→ Directions for this task: Your answer should reproduce every line of the material in which the word "where" occurs.

── Data under study ──

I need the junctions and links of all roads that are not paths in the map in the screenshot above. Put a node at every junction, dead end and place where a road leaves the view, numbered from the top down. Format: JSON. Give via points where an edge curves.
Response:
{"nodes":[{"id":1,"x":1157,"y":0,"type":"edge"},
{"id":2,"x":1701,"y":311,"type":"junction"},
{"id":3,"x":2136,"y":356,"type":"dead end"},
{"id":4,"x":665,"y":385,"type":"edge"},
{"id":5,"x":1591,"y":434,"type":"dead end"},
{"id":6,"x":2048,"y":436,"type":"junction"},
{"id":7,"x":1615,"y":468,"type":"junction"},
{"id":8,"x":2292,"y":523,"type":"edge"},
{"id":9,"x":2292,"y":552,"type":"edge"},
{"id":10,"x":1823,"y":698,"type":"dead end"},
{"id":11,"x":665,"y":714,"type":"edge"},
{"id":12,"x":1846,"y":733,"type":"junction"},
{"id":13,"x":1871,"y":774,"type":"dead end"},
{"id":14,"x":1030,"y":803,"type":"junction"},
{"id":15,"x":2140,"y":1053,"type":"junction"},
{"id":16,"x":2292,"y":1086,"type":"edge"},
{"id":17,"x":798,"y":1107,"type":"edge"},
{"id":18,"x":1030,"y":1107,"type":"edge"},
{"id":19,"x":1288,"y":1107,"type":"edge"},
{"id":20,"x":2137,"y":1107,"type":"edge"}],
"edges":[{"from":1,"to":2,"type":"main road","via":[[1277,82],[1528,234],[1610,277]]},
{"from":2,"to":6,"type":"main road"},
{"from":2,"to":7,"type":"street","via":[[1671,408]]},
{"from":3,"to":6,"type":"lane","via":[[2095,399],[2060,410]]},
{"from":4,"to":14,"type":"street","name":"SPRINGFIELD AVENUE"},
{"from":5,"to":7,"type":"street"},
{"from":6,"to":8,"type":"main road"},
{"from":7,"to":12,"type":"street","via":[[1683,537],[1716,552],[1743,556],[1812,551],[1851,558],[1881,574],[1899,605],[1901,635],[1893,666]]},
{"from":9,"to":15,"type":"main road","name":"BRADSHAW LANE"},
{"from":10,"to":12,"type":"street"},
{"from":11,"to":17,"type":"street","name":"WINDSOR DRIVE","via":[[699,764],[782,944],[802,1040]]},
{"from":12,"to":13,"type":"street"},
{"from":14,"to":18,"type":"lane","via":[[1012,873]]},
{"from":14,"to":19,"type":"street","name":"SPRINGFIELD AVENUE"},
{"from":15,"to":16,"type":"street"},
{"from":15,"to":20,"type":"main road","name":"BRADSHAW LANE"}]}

───
── Data under study ──

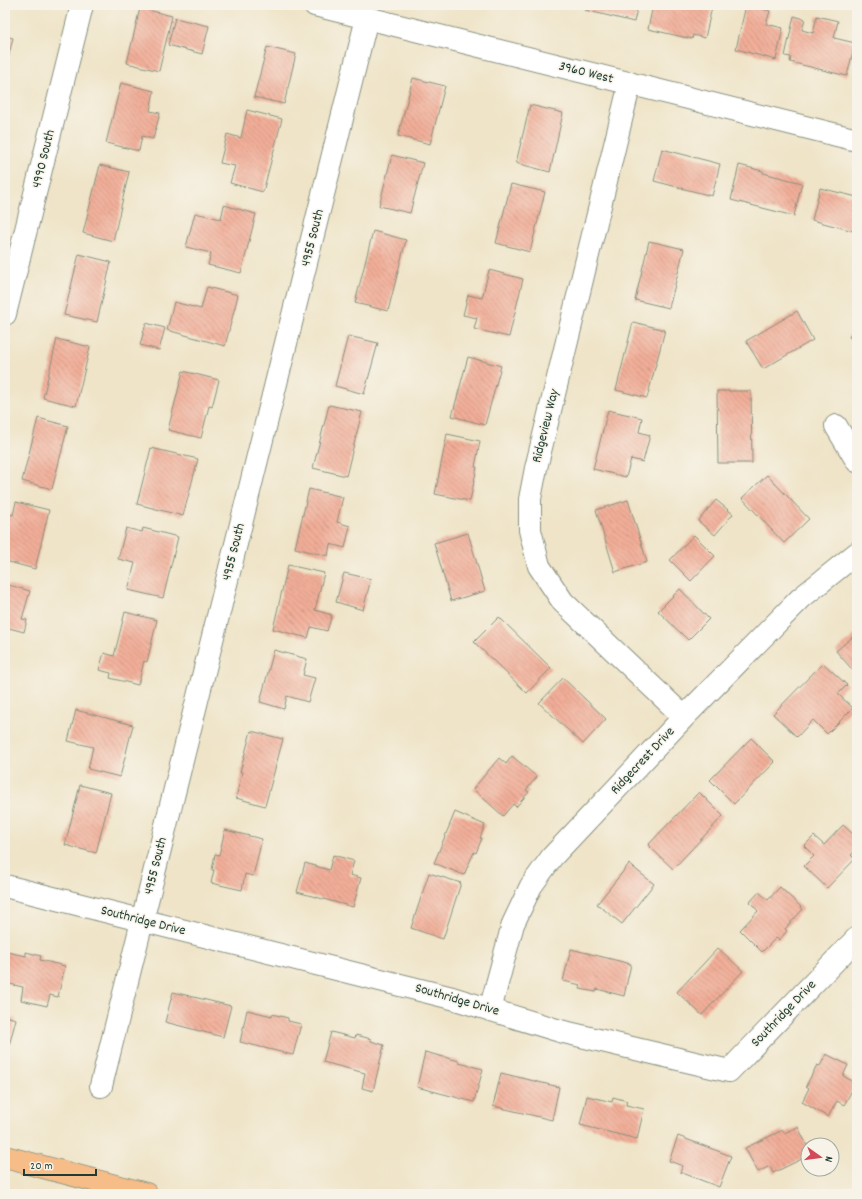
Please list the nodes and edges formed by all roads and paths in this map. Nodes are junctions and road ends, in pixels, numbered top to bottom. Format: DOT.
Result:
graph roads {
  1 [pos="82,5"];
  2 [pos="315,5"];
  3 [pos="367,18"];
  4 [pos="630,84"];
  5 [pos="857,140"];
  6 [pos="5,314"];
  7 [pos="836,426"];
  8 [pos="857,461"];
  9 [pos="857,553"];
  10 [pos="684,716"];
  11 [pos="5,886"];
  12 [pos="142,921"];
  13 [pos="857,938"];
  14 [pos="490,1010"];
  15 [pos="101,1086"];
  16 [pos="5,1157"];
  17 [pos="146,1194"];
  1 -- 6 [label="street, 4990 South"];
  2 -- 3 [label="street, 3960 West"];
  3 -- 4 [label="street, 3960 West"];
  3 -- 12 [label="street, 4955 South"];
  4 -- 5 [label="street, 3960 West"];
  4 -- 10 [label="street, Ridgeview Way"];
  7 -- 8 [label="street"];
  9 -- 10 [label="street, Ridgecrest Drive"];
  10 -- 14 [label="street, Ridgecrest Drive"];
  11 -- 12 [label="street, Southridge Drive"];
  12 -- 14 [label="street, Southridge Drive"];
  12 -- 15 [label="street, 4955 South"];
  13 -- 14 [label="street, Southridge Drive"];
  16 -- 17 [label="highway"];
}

───
── Data under study ──

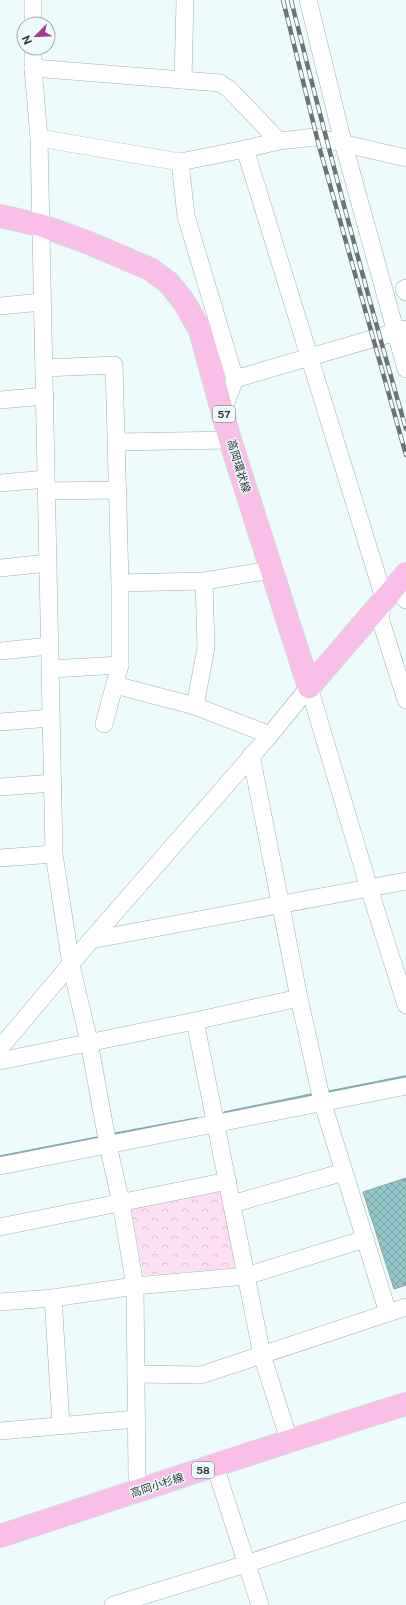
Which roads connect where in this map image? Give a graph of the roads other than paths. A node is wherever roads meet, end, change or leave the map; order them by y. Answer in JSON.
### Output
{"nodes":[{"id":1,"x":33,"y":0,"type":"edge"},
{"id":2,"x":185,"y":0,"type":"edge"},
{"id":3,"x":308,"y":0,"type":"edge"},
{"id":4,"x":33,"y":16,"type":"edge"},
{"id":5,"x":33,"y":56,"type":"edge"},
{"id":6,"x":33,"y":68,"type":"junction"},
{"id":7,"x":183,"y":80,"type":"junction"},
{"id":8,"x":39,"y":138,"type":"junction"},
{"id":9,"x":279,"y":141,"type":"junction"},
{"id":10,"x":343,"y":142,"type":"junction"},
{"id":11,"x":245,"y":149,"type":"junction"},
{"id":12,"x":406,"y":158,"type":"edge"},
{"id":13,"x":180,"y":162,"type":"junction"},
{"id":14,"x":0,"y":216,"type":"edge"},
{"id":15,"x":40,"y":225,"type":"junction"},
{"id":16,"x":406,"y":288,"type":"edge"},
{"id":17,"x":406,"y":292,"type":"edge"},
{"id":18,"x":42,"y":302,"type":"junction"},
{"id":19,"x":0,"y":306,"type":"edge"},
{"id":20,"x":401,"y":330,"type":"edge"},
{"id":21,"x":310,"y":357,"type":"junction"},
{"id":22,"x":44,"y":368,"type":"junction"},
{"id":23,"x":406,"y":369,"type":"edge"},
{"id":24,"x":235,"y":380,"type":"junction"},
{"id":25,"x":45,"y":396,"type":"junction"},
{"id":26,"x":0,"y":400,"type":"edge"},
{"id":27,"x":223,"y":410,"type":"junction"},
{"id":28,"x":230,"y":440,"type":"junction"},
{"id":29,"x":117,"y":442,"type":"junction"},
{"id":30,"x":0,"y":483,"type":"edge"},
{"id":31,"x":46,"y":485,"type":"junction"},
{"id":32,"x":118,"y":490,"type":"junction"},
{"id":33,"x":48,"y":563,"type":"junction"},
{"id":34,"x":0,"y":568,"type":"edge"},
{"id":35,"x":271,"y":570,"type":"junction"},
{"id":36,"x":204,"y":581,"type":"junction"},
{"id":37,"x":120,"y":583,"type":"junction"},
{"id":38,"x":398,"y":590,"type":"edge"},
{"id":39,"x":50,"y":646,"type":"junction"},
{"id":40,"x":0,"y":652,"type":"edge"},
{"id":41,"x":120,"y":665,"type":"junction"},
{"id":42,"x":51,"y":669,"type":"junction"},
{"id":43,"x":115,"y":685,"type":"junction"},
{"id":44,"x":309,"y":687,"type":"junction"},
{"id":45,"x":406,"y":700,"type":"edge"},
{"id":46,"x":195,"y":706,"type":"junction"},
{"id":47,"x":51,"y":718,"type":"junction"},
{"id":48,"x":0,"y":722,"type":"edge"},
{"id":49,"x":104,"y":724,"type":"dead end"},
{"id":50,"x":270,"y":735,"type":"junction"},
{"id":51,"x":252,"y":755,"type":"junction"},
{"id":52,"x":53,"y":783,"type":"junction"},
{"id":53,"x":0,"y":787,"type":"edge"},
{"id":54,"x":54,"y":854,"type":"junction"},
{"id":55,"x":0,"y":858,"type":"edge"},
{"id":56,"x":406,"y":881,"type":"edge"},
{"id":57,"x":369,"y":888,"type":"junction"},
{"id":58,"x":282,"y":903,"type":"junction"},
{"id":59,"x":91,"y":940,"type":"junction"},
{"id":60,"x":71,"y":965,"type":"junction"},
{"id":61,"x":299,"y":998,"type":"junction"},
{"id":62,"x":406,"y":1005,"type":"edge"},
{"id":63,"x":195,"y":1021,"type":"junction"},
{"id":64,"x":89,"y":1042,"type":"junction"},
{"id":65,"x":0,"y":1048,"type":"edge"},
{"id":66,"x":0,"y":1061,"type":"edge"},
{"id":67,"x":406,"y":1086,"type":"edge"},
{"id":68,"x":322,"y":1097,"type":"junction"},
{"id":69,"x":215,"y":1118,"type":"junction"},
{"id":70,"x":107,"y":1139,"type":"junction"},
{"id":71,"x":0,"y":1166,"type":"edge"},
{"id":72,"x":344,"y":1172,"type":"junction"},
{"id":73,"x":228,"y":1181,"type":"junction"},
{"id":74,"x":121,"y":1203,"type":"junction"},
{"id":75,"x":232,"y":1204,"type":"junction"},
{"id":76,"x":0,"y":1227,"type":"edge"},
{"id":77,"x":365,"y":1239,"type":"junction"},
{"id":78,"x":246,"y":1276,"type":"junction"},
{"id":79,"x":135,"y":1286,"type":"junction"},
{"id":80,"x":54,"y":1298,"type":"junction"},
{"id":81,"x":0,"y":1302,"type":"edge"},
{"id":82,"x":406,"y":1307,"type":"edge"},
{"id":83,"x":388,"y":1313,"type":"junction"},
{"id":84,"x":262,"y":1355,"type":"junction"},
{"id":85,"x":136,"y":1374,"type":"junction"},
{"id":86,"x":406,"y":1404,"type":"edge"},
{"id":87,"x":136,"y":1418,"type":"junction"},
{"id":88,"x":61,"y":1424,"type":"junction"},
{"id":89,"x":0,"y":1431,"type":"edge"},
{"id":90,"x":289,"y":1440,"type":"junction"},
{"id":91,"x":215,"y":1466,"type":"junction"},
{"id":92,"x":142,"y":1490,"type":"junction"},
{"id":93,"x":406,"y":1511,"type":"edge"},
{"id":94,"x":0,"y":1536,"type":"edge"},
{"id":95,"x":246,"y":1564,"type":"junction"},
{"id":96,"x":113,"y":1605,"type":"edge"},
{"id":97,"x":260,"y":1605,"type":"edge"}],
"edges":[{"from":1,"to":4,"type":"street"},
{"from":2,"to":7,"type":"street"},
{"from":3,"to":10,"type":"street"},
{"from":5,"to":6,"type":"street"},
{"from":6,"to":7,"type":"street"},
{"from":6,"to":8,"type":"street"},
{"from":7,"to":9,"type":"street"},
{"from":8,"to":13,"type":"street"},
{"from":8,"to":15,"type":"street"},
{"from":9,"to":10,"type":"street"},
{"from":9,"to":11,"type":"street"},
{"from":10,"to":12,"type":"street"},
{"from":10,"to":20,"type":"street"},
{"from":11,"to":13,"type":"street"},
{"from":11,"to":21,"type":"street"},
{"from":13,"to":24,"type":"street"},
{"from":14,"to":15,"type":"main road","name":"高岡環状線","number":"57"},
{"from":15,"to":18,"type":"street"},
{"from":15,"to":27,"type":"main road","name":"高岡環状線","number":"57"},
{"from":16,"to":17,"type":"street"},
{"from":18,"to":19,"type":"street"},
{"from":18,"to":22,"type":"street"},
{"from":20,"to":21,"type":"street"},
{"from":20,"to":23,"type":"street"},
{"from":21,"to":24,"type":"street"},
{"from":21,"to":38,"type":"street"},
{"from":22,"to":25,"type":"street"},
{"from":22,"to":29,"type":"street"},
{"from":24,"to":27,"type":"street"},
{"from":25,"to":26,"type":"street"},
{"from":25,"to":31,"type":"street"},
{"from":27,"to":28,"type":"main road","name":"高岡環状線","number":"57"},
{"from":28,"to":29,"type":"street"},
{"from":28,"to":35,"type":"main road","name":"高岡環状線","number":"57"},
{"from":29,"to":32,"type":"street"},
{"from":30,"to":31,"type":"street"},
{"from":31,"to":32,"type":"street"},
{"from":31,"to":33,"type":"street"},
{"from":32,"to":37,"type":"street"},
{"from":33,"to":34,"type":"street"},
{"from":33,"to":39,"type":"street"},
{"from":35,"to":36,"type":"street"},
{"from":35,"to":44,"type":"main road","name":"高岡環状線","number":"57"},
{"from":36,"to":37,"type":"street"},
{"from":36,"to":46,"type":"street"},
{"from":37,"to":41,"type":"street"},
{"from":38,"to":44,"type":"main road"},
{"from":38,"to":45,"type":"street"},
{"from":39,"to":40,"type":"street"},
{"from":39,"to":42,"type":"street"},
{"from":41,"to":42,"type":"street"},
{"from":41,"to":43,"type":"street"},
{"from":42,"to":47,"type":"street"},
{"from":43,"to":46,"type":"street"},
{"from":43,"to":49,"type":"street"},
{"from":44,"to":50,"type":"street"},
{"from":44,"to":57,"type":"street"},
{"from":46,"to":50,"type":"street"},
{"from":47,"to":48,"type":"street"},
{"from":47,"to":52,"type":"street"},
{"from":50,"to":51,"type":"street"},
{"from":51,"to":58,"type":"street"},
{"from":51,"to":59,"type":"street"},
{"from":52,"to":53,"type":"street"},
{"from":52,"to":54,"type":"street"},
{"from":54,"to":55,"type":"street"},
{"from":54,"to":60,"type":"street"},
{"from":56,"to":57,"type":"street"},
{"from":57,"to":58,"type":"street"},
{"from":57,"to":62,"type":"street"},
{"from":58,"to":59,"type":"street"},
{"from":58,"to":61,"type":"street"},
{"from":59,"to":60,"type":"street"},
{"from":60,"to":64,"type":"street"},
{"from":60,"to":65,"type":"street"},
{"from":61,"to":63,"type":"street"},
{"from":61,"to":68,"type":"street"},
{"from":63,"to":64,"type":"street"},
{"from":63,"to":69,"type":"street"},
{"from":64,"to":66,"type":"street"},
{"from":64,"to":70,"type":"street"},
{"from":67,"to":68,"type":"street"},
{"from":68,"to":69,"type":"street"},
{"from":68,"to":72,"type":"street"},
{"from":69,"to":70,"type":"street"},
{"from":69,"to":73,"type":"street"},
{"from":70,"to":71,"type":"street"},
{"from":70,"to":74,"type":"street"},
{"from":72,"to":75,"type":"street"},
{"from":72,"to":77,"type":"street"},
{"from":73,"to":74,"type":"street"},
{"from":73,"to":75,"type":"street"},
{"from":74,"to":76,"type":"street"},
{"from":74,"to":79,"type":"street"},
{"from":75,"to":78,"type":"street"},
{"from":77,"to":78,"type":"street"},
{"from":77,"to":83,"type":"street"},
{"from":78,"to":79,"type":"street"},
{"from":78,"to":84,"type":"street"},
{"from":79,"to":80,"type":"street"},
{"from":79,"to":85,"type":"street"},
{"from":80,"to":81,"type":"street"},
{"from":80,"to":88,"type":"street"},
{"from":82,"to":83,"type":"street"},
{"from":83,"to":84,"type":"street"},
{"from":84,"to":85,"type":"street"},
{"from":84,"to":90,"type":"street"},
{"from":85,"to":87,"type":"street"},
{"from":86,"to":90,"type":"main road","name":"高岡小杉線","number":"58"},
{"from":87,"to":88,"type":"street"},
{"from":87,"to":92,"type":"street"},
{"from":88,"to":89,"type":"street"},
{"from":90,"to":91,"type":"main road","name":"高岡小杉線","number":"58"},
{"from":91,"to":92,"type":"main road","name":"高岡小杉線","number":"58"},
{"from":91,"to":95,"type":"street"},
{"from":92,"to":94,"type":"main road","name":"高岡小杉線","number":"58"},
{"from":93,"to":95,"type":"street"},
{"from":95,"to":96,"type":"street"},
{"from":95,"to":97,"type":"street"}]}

───

→ Task response:
I need the junctions and links of all roads that are not paths in the map in the screenshot above. Put a node at every junction, dead end and place where a road leaves the view, numbered from the top down. Format: JSON. Give via points where an edge curves.
Which roads connect where in this map image? Give a graph of the roads other than paths. A node is wherever roads meet, end, change or leave the map; order them by y. Answer in JSON.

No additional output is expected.